Куплет начинается с образов скрытого, требующего реализации потенциала ("зёрна просят дождя"), который немедленно перерастает в образ внутреннего пожара ("всё горит огнём"). Это горение — не вдохновение, а мучительная болезнь, требующая немедленного вмешательства ("разрежь мне грудь"). Ощущение катастрофической нехватки времени ("через миг будет поздно") создаёт атмосферу паники и предельной срочности. Фраза "вышиби двери плечом" становится ключевым императивом: если привычные, цивилизованные способы не работают ("ключи не подходят"), нужно применить грубую, физическую силу для прорыва.
Припев, обращённый к "Маме" — архетипическому символу жизни, дома, нормы — звучит как шокирующее, но спокойное признание. "Мы все тяжело больны" — диагноз не физический, а духовный и социальный. "Мы все сошли с ума" — констатация того, что безумие стало всеобщим состоянием, новой нормой, и осознающий это сам является частью этого безумия. Это не жалоба, а трезвый отчёт, лишённый надежды на исцеление в ближайшем будущем.
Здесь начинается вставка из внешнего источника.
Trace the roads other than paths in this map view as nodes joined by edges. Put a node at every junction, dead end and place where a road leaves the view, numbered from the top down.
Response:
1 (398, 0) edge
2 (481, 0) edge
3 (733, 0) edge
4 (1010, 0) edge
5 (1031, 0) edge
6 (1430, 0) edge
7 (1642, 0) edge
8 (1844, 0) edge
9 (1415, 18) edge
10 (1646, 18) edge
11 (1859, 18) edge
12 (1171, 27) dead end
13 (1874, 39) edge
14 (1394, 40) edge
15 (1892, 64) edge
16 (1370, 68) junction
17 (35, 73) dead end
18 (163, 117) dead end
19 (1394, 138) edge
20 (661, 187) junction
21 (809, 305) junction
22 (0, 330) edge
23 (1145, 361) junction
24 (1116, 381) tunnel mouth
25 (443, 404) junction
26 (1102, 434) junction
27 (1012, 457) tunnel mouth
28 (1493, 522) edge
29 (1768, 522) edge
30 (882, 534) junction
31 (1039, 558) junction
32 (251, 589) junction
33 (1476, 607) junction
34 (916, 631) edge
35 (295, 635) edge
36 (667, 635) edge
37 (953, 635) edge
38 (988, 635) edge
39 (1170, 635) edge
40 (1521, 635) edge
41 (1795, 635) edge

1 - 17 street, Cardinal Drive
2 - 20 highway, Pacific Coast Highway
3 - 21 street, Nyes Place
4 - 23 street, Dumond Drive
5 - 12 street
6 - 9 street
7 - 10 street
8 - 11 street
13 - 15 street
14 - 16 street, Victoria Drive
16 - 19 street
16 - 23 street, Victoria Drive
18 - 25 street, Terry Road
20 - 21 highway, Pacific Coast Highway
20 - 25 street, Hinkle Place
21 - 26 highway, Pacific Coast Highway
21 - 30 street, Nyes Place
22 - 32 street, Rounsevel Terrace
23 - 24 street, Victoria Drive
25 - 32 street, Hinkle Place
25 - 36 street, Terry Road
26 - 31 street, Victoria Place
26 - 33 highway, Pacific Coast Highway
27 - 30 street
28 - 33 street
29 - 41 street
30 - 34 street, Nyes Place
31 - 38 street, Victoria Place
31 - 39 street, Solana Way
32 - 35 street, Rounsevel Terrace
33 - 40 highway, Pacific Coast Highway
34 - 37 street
Здесь картина болезни конкретизируется. Насилие ("сталь между пальцев", "удар") становится обыденным жестом, но оно не приносит даже очищения — вместо живой крови в жилах "застыл яд". Это символ внутреннего омертвения, цинизма, ненависти, отравляющих саму жизнь. Мир представлен в состоянии тотального разрушения ("разрушенный мир, разбитые лбы, разломанный хлеб" — символ сломанного единства). Реакции людей на это варьируются от страдания ("плачет") и апатии ("молчит") до патологической радости ("так рад"), что является высшим проявлением того самого "схождения с ума".
Куплет начинается с прямого обращения и требования: "Ты должен быть сильным". Сила нужна не для агрессии, а для самообороны ("руки прочь") и для того, чтобы просто "быть" — сохранить своё существование как нечто ценное. Сила противопоставляется пустой риторике ("тысячи слов"), которая ничего не стоит, "когда важна крепость руки". Финальный образ человека на берегу, решающего "плыть или не плыть", — это метафора последнего, самого важного выбора: рискнуть, вступив в опасную стихию (действия, борьбы, перемен), или остаться в пассивности, что в условиях всеобщего безумия равносильно духовной смерти.
Текст построен на коротких, рубленых фразах, часто в повелительном наклонении ("разрежь", "посмотри", "вышиби", "ты должен"). Это создаёт ощущение давления, срочности, почти военной команды. Повторы ("через день... через час... через миг") усиливают чувство надвигающейся катастрофы. Обилие образов насилия и разрушения ("сталь", "удар", "терзающий плоть", "разбитые лбы") формирует шокирующую, гротескную картину реальности.
Музыкальное сопровождение песни — один из самых жёстких и агрессивных в творчестве "Кино". Резкие, диссонирующие гитарные риффы, жёсткий, почти панковский драйв, искажённый вокал — всё это является прямым звуковым воплощением темы "схождения с ума" и "внутреннего пожара". Музыка не иллюстрирует текст, а становится его физиологическим продолжением.
Песня (альбом "Это не любовь", 1985) родилась в середине 1980-х, в эпоху "застоя", накануне Перестройки. Она отражает чувства молодёжи, ощущавшей глубочайший разрыв между официальной, благостной картиной мира и реальным опытом насилия, цинизма, духовной пустоты и агрессии в повседневности (от школьной травли до милицейского произвола). "Мы все сошли с ума" — это диагноз обществу тотального лицемерия и подавления. Песня стала гимном для "неформалов", ощущавших себя "больными" в "здоровом" на словах обществе. Её призыв к силе и прорыву ("вышиби двери") был воспринят как манифест активного, пусть и отчаянного сопротивления.
"Мама, мы все сошли с ума" — это не жалоба, а боевой клич, поставленный диагноз и руководство к действию. Песня признаёт, что мир болен, а норма — это безумие. В такой реальности цивилизованные, "ключевые" решения не работают, поэтому единственный выход — грубая сила ("плечом"). Однако сила требуется не для нападения, а для защиты ("руки прочь") и для того, чтобы сделать последний выбор — "плыть", то есть действовать, двигаться, бороться, несмотря на яд в жилах и разруху вокруг. Это песня о чистом, отчаянном экзистенциальном акте в мире, где все смыслы разрушены. Её обращение к "маме" — это крик человека, который ещё помнит, что такое норма, из самого сердца хаоса, и этот крик одновременно констатирует болезнь и ищет в себе силы быть сильным, потому что "иначе зачем тебе быть". Это один из самых мрачных и в то же время волевых текстов Цоя.